• _The problem_: Copy each entry below exactly as it reads.

(Dataset entries)
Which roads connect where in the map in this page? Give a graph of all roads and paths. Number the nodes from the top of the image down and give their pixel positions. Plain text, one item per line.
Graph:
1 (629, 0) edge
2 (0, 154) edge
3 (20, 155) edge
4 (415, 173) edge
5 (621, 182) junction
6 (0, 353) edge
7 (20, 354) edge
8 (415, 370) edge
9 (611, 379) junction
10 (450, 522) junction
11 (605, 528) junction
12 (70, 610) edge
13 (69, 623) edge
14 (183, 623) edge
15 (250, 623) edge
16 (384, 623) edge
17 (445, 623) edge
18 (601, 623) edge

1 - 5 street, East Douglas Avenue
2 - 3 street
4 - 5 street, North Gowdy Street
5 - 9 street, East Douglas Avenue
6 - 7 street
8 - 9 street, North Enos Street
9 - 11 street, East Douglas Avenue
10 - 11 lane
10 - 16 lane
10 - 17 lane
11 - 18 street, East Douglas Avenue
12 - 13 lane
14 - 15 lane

• _Response to this task_:
Which roads connect where in the map in this page? Give a graph of all roads and paths. Number the nodes from the top of the image down and give their pixel positions. Plain text, one item per line.
Graph:
1 (629, 0) edge
2 (0, 154) edge
3 (20, 155) edge
4 (415, 173) edge
5 (621, 182) junction
6 (0, 353) edge
7 (20, 354) edge
8 (415, 370) edge
9 (611, 379) junction
10 (450, 522) junction
11 (605, 528) junction
12 (70, 610) edge
13 (69, 623) edge
14 (183, 623) edge
15 (250, 623) edge
16 (384, 623) edge
17 (445, 623) edge
18 (601, 623) edge

1 - 5 street, East Douglas Avenue
2 - 3 street
4 - 5 street, North Gowdy Street
5 - 9 street, East Douglas Avenue
6 - 7 street
8 - 9 street, North Enos Street
9 - 11 street, East Douglas Avenue
10 - 11 lane
10 - 16 lane
10 - 17 lane
11 - 18 street, East Douglas Avenue
12 - 13 lane
14 - 15 lane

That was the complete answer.